(Saved entries)
________________
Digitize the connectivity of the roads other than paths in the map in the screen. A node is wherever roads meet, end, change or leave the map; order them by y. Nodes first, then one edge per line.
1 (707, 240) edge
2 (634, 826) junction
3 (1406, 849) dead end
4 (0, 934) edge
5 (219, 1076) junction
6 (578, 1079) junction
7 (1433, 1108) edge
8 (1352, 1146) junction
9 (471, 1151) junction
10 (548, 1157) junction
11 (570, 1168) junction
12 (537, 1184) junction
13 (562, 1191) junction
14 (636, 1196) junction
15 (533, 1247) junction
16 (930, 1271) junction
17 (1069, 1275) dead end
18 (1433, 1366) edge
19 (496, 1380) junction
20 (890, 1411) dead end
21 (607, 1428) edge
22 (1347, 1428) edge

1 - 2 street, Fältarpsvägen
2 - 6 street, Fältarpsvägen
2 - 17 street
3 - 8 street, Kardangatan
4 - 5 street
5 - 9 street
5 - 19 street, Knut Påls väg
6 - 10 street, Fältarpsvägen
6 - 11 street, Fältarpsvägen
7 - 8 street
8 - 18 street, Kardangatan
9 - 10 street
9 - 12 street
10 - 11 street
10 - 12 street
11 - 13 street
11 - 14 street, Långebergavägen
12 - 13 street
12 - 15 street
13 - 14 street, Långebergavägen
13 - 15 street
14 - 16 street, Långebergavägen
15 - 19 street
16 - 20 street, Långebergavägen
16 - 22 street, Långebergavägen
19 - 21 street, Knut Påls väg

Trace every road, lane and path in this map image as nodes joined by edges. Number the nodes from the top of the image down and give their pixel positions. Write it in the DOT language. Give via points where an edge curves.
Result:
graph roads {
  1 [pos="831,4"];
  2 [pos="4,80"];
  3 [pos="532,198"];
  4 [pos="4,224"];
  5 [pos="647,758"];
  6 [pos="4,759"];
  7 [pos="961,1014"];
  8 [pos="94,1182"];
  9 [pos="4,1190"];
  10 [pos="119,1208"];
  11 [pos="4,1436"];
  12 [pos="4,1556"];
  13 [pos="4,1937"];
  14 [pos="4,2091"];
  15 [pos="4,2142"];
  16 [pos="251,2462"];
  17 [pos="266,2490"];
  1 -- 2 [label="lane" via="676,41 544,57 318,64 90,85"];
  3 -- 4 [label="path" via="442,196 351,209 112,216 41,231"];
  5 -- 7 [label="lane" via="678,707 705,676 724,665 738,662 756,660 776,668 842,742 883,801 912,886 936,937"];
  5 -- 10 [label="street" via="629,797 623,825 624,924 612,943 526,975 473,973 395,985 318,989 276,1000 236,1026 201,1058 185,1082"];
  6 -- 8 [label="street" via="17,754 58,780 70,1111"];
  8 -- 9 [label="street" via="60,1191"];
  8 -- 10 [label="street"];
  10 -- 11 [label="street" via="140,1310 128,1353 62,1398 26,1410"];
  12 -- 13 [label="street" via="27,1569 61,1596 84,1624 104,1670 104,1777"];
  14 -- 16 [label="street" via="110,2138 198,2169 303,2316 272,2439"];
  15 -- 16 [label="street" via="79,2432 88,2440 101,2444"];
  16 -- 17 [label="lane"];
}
________________
Instructions to follow —
Copy every line of the data above in which the string "Kardangatan" appears.

Task result —
3 - 8 street, Kardangatan
8 - 18 street, Kardangatan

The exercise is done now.